Wer etwa als Onlinehändler gegen einen Konkurrenten eine einstweilige Verfügung wegen einer Verletzung von Wettbewerbsrecht beantragt, sollte die einzuhaltenden Fristen nicht ausreizen.

In der Praxis kommt es immer mal vor, dass der Betroffene gegen eine zügig erwirkte einstweilige Verfügung Widerspruch einlegt und das Gericht diese dann aufhebt.  Wer gegen diese Entscheidung vorgeht und Berufung einlegt, sollte die Frist für das Abfassen der Berufung nicht bis auf dem letzten Tag ausnutzen.
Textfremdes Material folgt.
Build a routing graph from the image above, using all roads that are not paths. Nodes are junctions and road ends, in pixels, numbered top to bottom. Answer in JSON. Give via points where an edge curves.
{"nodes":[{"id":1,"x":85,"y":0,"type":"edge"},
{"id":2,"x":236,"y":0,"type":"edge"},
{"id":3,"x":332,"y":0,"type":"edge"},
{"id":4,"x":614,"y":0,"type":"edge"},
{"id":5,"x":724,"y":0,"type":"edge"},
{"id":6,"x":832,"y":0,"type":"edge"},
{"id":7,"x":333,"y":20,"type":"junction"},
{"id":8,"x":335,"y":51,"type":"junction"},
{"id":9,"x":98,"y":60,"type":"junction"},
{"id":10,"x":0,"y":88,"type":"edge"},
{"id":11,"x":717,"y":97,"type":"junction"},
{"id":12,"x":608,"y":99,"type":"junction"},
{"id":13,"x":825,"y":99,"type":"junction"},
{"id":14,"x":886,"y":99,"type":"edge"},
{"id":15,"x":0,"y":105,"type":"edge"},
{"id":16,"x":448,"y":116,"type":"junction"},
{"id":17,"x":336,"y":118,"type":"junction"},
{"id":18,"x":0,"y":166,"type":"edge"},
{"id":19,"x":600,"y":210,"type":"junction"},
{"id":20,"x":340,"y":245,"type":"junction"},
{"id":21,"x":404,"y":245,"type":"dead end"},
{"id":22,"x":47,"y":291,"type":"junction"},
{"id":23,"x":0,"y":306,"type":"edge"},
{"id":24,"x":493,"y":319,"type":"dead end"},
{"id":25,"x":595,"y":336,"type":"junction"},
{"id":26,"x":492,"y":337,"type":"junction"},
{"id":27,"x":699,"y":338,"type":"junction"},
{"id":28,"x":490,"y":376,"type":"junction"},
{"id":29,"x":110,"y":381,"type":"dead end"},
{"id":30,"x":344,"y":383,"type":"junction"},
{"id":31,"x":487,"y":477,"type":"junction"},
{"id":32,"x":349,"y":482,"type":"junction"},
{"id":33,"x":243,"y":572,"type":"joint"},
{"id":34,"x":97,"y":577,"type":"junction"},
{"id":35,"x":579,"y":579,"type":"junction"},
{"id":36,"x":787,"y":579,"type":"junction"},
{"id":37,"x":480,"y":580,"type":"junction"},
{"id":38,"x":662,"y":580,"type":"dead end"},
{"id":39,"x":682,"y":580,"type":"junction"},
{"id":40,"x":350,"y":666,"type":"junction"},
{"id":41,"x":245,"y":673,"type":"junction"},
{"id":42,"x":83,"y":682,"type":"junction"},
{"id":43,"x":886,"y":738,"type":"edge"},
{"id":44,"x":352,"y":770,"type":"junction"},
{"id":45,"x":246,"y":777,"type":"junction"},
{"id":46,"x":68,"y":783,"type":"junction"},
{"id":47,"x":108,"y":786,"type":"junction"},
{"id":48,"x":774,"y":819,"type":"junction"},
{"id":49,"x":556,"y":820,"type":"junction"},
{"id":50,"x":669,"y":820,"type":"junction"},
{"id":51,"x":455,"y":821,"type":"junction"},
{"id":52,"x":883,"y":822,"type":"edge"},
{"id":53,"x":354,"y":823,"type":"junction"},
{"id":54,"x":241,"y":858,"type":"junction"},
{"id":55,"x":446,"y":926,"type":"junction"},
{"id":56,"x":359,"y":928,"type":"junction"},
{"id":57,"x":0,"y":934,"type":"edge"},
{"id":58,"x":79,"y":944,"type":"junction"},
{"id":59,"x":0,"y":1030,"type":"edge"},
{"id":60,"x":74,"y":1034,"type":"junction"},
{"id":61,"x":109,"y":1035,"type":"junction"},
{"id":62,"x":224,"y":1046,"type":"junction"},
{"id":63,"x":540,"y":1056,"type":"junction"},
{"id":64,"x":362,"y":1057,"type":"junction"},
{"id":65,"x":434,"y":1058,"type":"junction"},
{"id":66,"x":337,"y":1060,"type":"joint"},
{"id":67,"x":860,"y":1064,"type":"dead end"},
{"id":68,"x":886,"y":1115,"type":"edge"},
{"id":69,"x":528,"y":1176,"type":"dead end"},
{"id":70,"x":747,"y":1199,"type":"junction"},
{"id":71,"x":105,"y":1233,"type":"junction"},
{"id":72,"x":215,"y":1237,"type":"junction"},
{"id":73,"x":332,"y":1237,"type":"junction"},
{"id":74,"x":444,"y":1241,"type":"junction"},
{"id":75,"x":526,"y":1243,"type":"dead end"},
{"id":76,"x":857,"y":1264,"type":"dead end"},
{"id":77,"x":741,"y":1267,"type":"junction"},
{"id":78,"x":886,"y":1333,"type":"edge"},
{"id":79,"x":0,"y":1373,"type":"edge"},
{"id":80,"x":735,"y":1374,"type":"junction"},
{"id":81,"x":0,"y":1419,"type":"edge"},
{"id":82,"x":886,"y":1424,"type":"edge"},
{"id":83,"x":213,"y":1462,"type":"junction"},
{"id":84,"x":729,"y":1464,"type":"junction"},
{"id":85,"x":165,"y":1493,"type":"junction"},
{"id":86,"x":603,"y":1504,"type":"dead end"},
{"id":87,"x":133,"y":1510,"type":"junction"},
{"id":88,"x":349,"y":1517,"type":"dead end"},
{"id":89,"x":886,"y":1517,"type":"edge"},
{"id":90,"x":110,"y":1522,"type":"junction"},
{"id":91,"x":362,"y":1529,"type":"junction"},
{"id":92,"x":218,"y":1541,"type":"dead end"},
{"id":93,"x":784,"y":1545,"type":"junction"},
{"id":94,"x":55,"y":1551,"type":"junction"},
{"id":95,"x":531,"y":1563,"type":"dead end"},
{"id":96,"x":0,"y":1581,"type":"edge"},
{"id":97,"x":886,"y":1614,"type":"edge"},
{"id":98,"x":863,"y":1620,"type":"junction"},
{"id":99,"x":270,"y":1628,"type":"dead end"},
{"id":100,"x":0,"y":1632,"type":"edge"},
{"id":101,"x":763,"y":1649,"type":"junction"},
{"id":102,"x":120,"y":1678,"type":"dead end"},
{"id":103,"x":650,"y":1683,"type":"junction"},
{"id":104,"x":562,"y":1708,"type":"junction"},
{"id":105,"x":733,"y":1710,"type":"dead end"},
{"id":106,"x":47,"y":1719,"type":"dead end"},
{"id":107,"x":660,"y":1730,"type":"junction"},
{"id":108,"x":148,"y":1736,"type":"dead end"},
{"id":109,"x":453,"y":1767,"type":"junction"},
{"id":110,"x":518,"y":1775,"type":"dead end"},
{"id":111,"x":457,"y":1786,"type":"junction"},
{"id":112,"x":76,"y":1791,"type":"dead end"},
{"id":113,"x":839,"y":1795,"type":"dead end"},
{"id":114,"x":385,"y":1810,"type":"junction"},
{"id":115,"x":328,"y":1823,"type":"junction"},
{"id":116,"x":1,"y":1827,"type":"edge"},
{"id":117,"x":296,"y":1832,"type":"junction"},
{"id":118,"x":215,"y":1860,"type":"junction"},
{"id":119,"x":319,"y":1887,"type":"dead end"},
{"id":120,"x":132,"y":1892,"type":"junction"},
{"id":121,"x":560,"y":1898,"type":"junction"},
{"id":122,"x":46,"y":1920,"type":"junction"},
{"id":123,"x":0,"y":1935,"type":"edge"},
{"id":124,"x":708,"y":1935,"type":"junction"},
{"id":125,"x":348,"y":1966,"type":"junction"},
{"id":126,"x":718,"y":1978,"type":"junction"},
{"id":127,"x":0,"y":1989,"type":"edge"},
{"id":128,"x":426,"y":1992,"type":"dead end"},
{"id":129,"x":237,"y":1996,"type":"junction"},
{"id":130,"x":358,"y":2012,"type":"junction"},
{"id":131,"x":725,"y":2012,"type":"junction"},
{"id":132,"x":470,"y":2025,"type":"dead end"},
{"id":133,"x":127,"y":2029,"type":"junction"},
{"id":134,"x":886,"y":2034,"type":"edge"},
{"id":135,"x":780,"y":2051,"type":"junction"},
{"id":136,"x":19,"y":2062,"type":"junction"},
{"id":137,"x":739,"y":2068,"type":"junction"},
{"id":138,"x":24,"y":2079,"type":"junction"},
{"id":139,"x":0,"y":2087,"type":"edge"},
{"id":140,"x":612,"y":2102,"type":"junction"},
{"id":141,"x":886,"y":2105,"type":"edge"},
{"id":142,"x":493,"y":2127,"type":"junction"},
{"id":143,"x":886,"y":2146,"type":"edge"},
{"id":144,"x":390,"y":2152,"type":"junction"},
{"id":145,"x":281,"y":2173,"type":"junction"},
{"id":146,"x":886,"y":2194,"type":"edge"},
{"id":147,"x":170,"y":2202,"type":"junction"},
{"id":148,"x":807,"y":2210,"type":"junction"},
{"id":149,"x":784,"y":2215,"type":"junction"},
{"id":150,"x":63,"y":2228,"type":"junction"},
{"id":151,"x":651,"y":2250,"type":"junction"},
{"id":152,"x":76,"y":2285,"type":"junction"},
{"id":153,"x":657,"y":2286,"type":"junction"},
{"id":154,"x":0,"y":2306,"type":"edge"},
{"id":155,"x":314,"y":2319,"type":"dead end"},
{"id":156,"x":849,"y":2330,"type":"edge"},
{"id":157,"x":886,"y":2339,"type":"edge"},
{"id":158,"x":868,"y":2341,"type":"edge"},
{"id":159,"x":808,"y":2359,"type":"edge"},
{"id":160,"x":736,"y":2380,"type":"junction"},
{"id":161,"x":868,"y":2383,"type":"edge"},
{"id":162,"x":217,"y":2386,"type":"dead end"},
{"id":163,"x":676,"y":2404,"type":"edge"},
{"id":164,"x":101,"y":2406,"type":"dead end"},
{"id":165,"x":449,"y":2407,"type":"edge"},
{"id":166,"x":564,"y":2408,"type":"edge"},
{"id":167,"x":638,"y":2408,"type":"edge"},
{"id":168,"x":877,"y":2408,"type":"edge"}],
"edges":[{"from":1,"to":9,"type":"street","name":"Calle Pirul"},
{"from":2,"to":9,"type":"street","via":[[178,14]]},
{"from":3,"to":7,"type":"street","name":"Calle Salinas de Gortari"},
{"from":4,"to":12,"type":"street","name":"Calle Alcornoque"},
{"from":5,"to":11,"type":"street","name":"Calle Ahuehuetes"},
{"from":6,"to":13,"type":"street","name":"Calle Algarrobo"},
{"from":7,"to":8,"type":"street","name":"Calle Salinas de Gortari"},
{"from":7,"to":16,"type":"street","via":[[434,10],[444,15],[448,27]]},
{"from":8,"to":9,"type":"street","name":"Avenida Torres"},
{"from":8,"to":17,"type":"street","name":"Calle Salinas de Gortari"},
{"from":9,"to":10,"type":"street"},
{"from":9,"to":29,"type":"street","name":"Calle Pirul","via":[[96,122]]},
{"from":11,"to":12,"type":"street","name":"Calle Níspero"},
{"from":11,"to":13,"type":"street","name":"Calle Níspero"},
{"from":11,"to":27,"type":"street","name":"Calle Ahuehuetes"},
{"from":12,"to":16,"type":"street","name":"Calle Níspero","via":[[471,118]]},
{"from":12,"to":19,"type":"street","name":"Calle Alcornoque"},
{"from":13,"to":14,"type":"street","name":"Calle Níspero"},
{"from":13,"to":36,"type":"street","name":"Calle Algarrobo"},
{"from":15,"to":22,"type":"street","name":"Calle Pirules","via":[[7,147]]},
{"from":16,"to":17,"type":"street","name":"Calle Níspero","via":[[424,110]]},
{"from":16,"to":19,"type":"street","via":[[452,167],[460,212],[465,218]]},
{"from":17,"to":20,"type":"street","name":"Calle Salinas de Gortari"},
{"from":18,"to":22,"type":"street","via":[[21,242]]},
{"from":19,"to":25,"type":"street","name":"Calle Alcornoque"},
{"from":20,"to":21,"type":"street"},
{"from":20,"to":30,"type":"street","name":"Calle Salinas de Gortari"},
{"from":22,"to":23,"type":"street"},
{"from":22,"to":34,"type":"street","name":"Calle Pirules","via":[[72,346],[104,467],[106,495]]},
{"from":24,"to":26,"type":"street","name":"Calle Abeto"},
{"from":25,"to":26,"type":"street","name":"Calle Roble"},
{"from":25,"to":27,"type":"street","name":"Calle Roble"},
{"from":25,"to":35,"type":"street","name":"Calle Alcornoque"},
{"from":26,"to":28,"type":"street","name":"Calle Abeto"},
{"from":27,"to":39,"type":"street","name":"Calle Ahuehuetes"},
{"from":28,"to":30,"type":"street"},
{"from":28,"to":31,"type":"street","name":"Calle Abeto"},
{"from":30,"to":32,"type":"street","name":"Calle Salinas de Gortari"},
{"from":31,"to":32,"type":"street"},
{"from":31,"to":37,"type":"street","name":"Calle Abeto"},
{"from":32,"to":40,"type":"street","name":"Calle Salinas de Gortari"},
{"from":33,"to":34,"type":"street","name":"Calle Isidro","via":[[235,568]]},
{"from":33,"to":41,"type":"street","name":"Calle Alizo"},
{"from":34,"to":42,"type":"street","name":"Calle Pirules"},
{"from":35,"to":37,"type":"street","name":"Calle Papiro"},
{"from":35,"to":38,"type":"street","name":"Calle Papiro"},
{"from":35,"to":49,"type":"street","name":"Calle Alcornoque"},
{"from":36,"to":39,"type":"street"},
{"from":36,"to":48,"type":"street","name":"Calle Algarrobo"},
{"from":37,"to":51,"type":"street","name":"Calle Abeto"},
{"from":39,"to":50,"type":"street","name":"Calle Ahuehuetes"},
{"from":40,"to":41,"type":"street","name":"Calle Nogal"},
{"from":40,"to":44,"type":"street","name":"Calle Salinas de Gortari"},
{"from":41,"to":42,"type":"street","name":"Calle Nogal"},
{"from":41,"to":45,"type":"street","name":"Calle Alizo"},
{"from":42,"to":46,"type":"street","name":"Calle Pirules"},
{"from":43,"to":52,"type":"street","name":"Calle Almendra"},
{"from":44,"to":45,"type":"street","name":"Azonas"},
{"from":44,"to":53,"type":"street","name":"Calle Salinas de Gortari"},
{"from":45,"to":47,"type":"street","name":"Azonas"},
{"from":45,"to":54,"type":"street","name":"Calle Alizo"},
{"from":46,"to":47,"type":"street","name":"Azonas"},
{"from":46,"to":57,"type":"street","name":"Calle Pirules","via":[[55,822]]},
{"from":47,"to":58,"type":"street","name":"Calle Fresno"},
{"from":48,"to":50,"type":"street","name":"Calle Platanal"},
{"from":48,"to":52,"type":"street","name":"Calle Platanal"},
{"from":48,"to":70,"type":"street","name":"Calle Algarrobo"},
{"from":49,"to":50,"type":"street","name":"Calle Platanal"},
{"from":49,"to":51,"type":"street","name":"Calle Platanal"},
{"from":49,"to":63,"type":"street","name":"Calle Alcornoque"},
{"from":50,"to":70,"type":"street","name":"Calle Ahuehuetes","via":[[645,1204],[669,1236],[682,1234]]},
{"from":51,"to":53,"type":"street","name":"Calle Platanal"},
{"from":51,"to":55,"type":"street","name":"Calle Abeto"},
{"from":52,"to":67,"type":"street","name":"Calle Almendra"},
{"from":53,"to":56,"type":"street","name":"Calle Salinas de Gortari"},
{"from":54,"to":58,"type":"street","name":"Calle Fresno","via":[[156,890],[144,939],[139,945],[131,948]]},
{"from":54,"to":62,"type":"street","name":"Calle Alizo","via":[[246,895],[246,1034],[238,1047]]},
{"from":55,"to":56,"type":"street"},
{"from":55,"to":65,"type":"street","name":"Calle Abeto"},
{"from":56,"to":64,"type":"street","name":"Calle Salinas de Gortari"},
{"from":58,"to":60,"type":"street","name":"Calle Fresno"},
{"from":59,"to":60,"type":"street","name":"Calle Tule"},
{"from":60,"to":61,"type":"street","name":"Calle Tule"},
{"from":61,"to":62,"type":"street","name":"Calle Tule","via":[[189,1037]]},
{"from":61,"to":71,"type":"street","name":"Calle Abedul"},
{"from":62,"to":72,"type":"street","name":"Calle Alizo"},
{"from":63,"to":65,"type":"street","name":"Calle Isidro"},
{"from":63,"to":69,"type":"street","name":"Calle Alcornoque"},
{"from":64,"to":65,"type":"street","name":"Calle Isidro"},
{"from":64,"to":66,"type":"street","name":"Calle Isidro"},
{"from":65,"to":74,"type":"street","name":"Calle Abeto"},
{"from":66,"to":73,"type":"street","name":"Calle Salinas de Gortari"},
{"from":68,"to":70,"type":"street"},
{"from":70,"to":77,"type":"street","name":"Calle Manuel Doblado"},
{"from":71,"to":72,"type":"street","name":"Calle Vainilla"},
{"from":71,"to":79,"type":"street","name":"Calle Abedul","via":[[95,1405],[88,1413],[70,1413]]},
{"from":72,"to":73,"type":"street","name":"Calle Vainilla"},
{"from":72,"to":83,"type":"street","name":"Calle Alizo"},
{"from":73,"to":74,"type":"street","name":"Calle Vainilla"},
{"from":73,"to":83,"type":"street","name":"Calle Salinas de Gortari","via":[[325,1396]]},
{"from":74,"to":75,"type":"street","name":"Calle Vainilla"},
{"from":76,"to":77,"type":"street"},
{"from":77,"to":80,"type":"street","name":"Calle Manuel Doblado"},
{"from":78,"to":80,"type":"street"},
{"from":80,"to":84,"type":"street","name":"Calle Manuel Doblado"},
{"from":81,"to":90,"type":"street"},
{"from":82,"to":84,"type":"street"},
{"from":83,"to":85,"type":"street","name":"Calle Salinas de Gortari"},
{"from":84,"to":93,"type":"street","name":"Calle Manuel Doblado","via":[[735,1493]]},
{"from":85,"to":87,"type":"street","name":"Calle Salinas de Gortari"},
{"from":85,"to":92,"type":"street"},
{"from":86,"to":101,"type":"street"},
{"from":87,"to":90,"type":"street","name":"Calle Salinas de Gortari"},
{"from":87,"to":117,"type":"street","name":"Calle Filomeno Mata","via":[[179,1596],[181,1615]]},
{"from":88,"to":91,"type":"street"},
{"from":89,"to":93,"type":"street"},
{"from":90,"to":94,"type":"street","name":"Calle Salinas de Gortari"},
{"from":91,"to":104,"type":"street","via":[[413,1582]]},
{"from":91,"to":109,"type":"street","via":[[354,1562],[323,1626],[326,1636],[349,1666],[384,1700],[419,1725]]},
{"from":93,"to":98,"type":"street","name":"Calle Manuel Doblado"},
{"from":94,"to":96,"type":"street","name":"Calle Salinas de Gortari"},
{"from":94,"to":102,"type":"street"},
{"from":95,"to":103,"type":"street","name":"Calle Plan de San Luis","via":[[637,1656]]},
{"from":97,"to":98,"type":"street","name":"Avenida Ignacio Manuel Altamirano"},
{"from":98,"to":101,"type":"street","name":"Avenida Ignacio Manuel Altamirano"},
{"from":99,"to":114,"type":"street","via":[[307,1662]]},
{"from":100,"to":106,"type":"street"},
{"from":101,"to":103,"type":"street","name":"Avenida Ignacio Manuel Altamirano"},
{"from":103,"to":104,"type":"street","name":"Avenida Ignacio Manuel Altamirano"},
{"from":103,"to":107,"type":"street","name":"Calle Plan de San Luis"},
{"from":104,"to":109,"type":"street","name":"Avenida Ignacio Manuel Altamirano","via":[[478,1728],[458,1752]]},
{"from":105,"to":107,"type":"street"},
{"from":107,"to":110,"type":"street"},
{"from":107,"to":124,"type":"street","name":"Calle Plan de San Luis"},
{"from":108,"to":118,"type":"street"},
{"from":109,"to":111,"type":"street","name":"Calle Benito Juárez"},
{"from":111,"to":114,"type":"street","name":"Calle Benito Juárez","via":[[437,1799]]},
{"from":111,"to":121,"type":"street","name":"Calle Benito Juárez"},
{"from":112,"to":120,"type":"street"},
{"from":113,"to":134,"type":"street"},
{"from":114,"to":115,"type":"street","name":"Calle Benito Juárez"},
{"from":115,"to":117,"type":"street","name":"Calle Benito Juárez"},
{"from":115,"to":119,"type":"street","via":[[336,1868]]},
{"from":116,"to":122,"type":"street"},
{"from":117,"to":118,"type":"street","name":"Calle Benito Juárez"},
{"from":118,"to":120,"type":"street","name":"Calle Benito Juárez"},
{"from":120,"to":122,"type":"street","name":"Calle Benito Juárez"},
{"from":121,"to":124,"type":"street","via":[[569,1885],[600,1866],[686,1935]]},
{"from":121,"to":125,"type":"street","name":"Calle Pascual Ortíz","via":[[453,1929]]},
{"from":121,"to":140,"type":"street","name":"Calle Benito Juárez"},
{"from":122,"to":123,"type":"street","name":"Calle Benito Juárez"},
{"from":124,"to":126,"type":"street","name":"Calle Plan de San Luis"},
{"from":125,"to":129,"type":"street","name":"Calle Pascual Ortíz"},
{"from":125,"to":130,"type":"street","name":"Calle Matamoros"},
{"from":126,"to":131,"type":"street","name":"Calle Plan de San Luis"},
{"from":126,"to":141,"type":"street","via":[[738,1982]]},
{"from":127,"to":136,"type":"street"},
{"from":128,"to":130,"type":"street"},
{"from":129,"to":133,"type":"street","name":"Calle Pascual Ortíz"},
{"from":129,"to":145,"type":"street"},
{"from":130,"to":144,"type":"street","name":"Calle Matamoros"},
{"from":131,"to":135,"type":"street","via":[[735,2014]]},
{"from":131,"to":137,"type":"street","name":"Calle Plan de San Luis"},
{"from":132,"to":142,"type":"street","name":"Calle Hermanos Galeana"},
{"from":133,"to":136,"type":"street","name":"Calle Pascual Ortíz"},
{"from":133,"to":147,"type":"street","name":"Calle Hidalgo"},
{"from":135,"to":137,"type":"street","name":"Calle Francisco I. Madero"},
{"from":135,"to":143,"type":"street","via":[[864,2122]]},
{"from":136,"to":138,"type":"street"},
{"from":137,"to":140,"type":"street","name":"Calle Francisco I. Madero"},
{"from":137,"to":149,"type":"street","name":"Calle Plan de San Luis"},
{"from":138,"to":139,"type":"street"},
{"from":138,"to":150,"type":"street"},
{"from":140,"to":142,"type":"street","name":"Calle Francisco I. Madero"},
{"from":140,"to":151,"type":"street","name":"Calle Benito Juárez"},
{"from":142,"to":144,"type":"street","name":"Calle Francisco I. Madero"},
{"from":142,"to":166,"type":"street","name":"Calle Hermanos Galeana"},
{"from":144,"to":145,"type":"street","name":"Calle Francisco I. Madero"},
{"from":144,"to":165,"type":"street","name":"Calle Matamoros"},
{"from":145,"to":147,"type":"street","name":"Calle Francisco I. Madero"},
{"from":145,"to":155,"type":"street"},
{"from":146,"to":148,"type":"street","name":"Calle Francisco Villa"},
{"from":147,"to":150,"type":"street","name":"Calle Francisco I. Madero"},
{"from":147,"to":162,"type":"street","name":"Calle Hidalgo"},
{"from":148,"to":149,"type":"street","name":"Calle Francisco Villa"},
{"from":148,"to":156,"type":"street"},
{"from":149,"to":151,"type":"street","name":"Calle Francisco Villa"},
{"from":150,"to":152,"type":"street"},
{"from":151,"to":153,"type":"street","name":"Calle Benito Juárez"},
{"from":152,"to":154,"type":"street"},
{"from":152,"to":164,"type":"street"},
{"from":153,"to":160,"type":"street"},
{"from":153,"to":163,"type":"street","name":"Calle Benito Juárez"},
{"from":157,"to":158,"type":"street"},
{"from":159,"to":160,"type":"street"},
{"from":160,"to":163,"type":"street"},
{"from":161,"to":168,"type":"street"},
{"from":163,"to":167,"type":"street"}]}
Dies ergibt sich aus einem Fall, über den das Oberlandesgericht Köln zu entscheiden  hatte. Dort war die Berufungsbegründungsfrist auf Wunsch des Betroffenen verlängert worden. Dieser legte trotzdem erst die Begründung seiner Berufung erst am letzten Tag der Berufung vor.

Hierzu entschied das Oberlandesgericht Köln vom 19.01.2012 ( Az. 15 U 195/11) , dass die Richter deshalb den Erlass einer einstweiligen Verfügung ablehnen durften.  Der Erlass darf nämlich nur erfolgen, wenn eine bestimmte Sache eilbedürftig ist. Diese sogenannte Dringlichkeit wurde hier mit der Begründung verneint, dass das Verhalten des Betroffenen gegen die Eilbedürftigkeit spricht. Diese sei zweifelhaft, weil er die Berufungsbegründung erst so spät an das Gericht geschickt hatte.

Am besten überlassen Sie das Erwirken von einer einstweiligen Verfügung wegen der dabei zu beachtenden Formalien einem Rechtsanwalt.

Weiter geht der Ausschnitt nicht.